# Reinforcement learning

## TD control: Q-Learning (off-policy)
* Problems to consider: Gridworld_environment
* Q-Learning: $Q(S,A) := Q(S,A) + \alpha \Big [ R(S') + \gamma \max_a Q(S′, a) − Q(S, A) \Big ]$
* Remarks: 
    * A is chosen from S using policy derived from Q (e.g., Softmax and ucb-1)
    * In Q-Learning, the "best" action a is taken in $\max_a Q(S′, a)$ irrespective of the control policy

# Simulated environment: The Grid-World environment
Consider the grid world environment in which an agent begins at an initial location (0,0) and tries to get to the target location (3,3), one step at a time. In the 4x4 grid world, the agent randomly selects any action 
* Action Space: The agent can take discrete actions: move up, down, left, and right.
* Rewards:
    * The agent gets a reward of -1 as it moves from one state to another after taking an action.

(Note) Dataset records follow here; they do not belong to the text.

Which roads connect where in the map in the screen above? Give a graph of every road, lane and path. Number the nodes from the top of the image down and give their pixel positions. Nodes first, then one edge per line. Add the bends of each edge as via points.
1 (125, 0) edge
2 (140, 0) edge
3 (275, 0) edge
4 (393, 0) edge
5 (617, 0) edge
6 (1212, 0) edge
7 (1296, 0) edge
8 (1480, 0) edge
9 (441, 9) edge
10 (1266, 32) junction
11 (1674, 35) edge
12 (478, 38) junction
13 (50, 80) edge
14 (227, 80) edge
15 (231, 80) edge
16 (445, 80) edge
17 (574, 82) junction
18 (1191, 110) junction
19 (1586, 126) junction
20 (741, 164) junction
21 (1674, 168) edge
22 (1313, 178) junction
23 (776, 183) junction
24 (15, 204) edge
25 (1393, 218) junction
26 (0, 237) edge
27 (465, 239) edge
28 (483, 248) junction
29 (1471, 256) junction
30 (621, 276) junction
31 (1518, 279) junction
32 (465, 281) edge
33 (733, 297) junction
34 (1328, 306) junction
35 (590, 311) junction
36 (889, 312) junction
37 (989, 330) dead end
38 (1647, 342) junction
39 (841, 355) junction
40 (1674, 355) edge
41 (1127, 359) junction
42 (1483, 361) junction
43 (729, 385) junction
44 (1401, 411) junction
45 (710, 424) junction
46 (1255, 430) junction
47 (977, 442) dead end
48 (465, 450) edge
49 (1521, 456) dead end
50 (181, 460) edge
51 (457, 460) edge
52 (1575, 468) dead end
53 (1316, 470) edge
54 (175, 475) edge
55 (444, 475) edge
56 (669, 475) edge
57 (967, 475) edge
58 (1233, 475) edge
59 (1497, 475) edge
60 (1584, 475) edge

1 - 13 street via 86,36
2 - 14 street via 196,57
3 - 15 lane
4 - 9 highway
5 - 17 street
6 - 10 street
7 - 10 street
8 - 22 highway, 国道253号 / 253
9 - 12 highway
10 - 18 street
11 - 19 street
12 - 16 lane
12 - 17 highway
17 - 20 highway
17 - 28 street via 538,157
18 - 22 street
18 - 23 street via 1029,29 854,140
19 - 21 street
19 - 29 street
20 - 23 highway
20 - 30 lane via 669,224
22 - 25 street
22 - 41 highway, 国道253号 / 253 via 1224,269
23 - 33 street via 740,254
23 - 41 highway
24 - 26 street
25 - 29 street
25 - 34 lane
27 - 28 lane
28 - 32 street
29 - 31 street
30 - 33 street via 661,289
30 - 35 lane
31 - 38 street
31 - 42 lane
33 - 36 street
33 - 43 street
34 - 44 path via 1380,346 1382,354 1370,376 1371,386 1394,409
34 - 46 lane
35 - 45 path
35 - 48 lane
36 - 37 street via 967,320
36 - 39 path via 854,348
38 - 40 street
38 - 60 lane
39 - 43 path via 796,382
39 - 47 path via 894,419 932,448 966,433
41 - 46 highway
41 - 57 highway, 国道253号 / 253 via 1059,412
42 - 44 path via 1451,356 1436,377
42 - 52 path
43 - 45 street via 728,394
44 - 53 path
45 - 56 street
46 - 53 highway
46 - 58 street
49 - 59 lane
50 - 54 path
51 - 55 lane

This negative  reward (i.e. penalty) enforces the agent to complete the journey and reach the terminal state in minimum number of steps.
    * If the agent wants to run out of the grid, it gets a penalty of -5. Example, the agent receives a penalty of -5, if it goes LEFTward from any of these states (0, 0), (0, 1), (0, 2), (0, 3).
    * The agent also gets a reward of 1, whenever it moves to the terminal state (3,3) from any of these two states (2, 3), (3, 2).

### References:

Python Code snippet from Professor Stefan Fauser's jupyter notebook

In [31]:
import numpy as np

### environment Simulation

In [32]:
def gridworld_sim_env(S, A, optional_args=None, verbose=False):
    nrow, ncol = 4, 4  # 4x4 grid world environment
    
    if optional_args is not None:
        penalty_outside_grid = optional_args.get("penalty_outside_grid", -5)
        penalty_movt = optional_args.get("penalty_movt", -1)
        goal_reward= optional_args.get("goal_reward", 1)
    else:
        penalty_outside_grid = -5
        penalty_movt = -1
        goal_reward= 1
    
    if verbose: 
        print("S =", S, "A =", A)
    
    curr_row= S // ncol
    curr_col = S % ncol
    col_mx = curr_col - 1
    row_mx = curr_row - 1
    col_mn = curr_col + 1
    row_mn = curr_row + 1
    
    if A == 0:  # Go left
        next_col = max(0, col_mx)
        next_row = curr_row
    elif A == 1:  # Go up
        next_row = max(0, row_mx)
        next_col = curr_col
    elif A == 2:  # Go right
        next_col = min(ncol - 1, col_mn)
        next_row = curr_row
    elif A == 3:  # Go down
        next_row = min(nrow - 1, row_mn)
        next_col = curr_col
    
    if (next_row, next_col) == (3, 3):  # The Terminal state
        R = goal_reward
        S_prime = None  # Terminal state
    elif next_row < 0 or next_col < 0 or next_row >= nrow or next_col >= ncol:
        R = penalty_outside_grid  # reward for moving outside the grid
        S_prime = S  # remain in same state
    else:
        R = penalty_movt
        A_dd = next_row * ncol
        S_prime = A_dd + next_col
    
    if verbose:
        print("new r =", next_row, "new c =", next_col, "S_prime =", S_prime, "R =", R)
    
    return R, S_prime

def gridworld_sim_env_print_Q(Q):    
    for r in range(4):
        print("-------------------------\n", end="")
        for A in range(4):
            print("|", end="")
            for c in range(4):
                S = r * 4 + c
                if (r, c) == (3, 3):
                    print("G|", end="")  # goal
                elif A == 0:
                    print("L: {:06.2f}|".format(np.round(Q[S, A], 2)), end="")
                elif A == 1:
                    print("U: {:06.2f}|".format(np.round(Q[S, A], 2)), end="")
                elif A == 2:
                    print("R: {:06.2f}|".format(np.round(Q[S, A], 2)), end="")
                elif A == 3:
                    print("D: {:06.2f}|".format(np.round(Q[S, A], 2)), end="")
            print("\n", end="")
    print("-------------------------\n", end="")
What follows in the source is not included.